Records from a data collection
■ ■ ■ ■
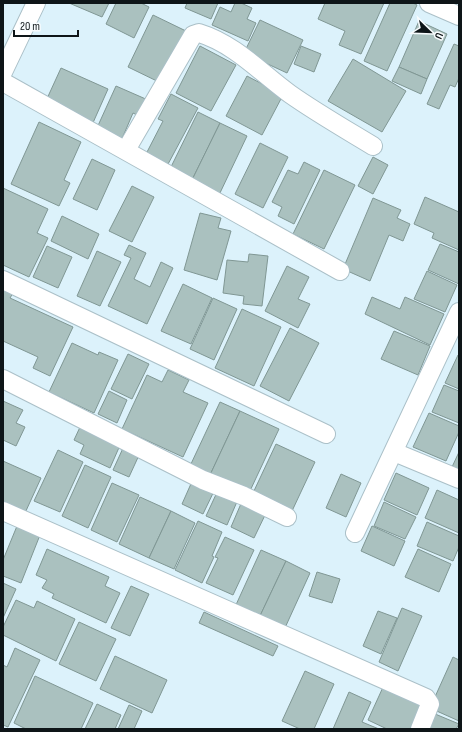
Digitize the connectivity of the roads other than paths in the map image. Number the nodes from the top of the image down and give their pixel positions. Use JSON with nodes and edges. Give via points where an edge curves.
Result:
{"nodes":[{"id":1,"x":36,"y":3,"type":"edge"},
{"id":2,"x":429,"y":3,"type":"edge"},
{"id":3,"x":459,"y":16,"type":"edge"},
{"id":4,"x":3,"y":72,"type":"edge"},
{"id":5,"x":3,"y":82,"type":"edge"},
{"id":6,"x":373,"y":146,"type":"dead end"},
{"id":7,"x":126,"y":150,"type":"junction"},
{"id":8,"x":340,"y":271,"type":"dead end"},
{"id":9,"x":3,"y":280,"type":"edge"},
{"id":10,"x":459,"y":312,"type":"edge"},
{"id":11,"x":3,"y":379,"type":"edge"},
{"id":12,"x":326,"y":434,"type":"dead end"},
{"id":13,"x":394,"y":452,"type":"junction"},
{"id":14,"x":459,"y":479,"type":"edge"},
{"id":15,"x":3,"y":511,"type":"edge"},
{"id":16,"x":286,"y":517,"type":"dead end"},
{"id":17,"x":355,"y":533,"type":"dead end"},
{"id":18,"x":420,"y":729,"type":"edge"}],
"edges":[{"from":1,"to":4,"type":"street"},
{"from":2,"to":3,"type":"street"},
{"from":5,"to":7,"type":"street"},
{"from":6,"to":7,"type":"street","via":[[289,93],[233,50],[199,33],[192,35]]},
{"from":7,"to":8,"type":"street"},
{"from":9,"to":12,"type":"street"},
{"from":10,"to":13,"type":"street"},
{"from":11,"to":16,"type":"street","via":[[203,480],[244,496]]},
{"from":13,"to":14,"type":"street"},
{"from":13,"to":17,"type":"street"},
{"from":15,"to":18,"type":"street","via":[[426,698],[430,704]]}]}
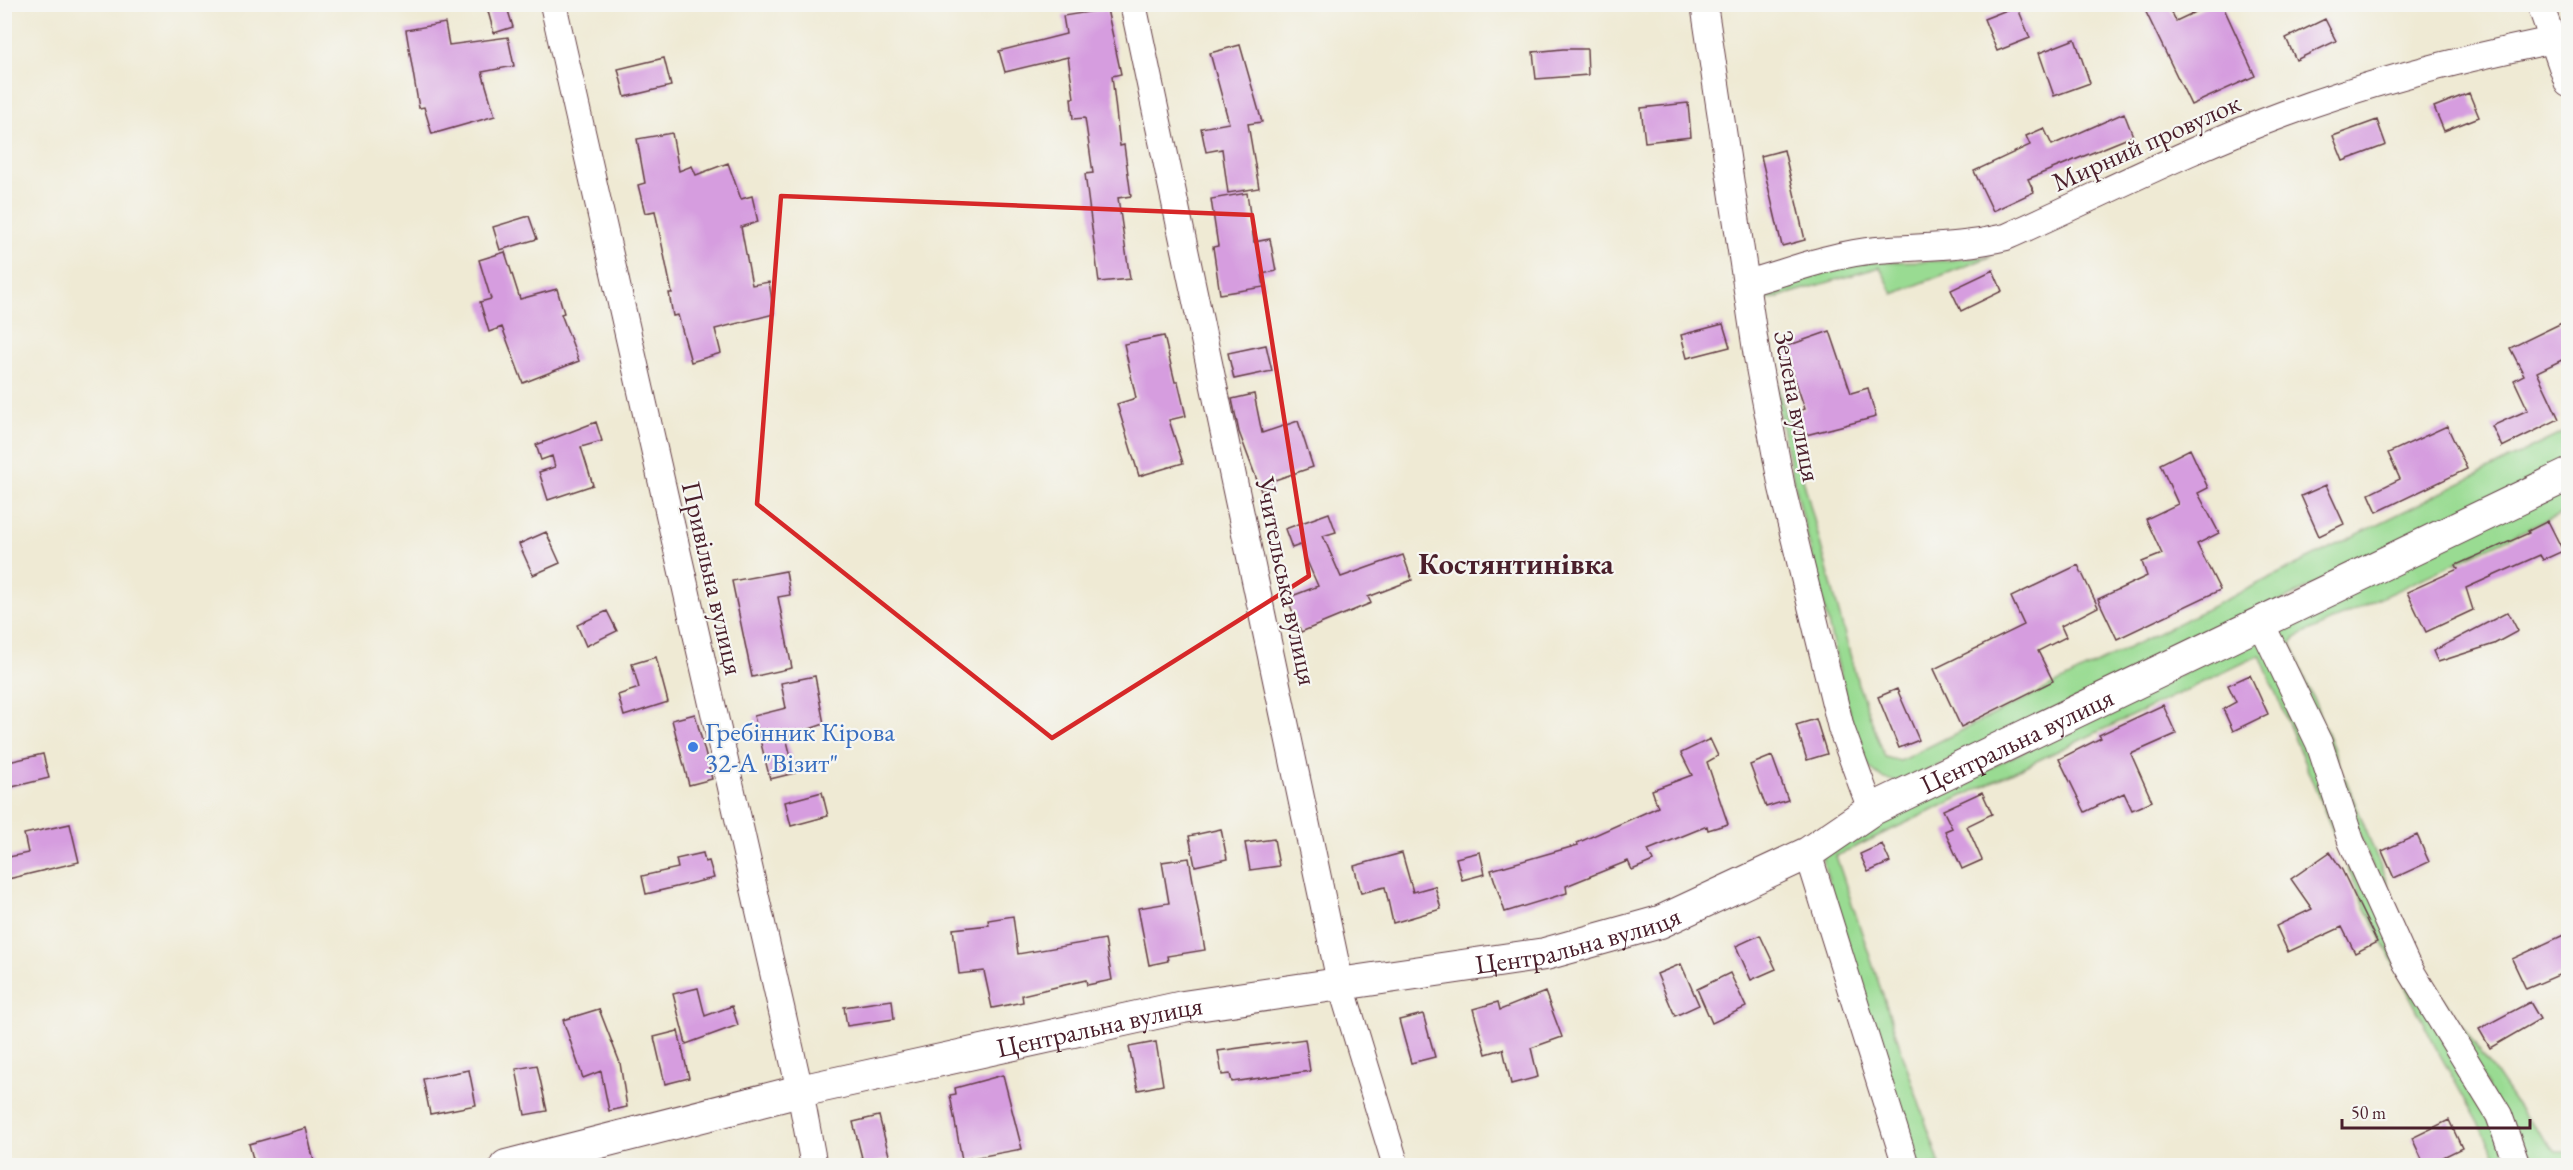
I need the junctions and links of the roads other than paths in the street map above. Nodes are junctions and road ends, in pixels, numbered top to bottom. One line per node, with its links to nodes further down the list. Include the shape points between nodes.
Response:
1 (553, 4): 13 (street, Привільна вулиця)
2 (1134, 4): 12 (street, Учительська вулиця)
3 (1704, 4): 7 (street, Зелена вулиця)
4 (2540, 4): 5 (street)
5 (2560, 39): 6 (street); 7 (street, Мирний провулок, via 2385,81 2285,114 2006,237 1970,246 1836,256)
6 (2568, 84)
7 (1747, 283): 10 (street, Зелена вулиця, via 1782,489 1840,728)
8 (2568, 475): 9 (street, Центральна вулиця)
9 (2261, 623): 10 (street, Центральна вулиця); 18 (street, via 2319,743 2351,841 2406,963 2499,1115)
10 (1871, 810): 11 (street, Центральна вулиця)
11 (1808, 853): 12 (street, Центральна вулиця, via 1660,922 1556,951); 17 (street)
12 (1340, 982): 13 (street, Центральна вулиця, via 1183,1007); 16 (street, Учительська вулиця)
13 (800, 1091): 14 (street, Центральна вулиця); 15 (street, Привільна вулиця)
14 (506, 1166)
15 (814, 1166)
16 (1396, 1166)
17 (1906, 1166)
18 (2517, 1166)

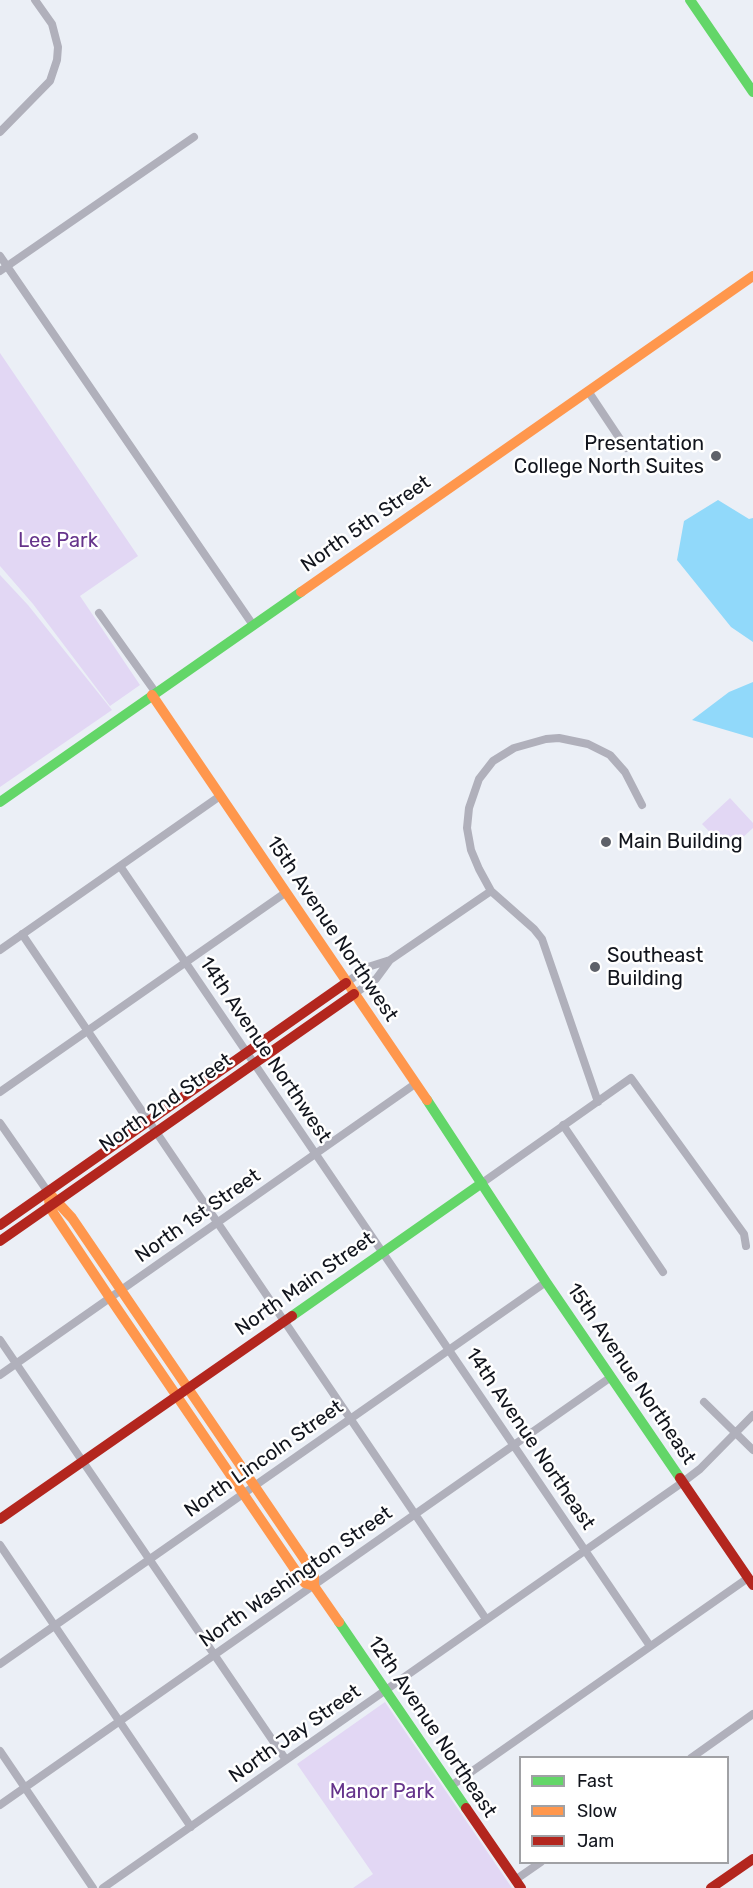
■ ■ ■ ■
# EXERCISE
Each line in the records that carries "other" must be copied out.

# THE ANSWER
Digitize the connectivity of the roads other than paths in the map image. Number the nodes from the top of the image down and give their pixel positions. Use JSON with nodes and edges. Give via points where an edge curves.
I need the junctions and links of the roads other than paths in the street map above. Nodes are junctions and road ends, in pixels, numbered top to bottom. One line per node, with its links to nodes further down the list. Include the shape points between nodes.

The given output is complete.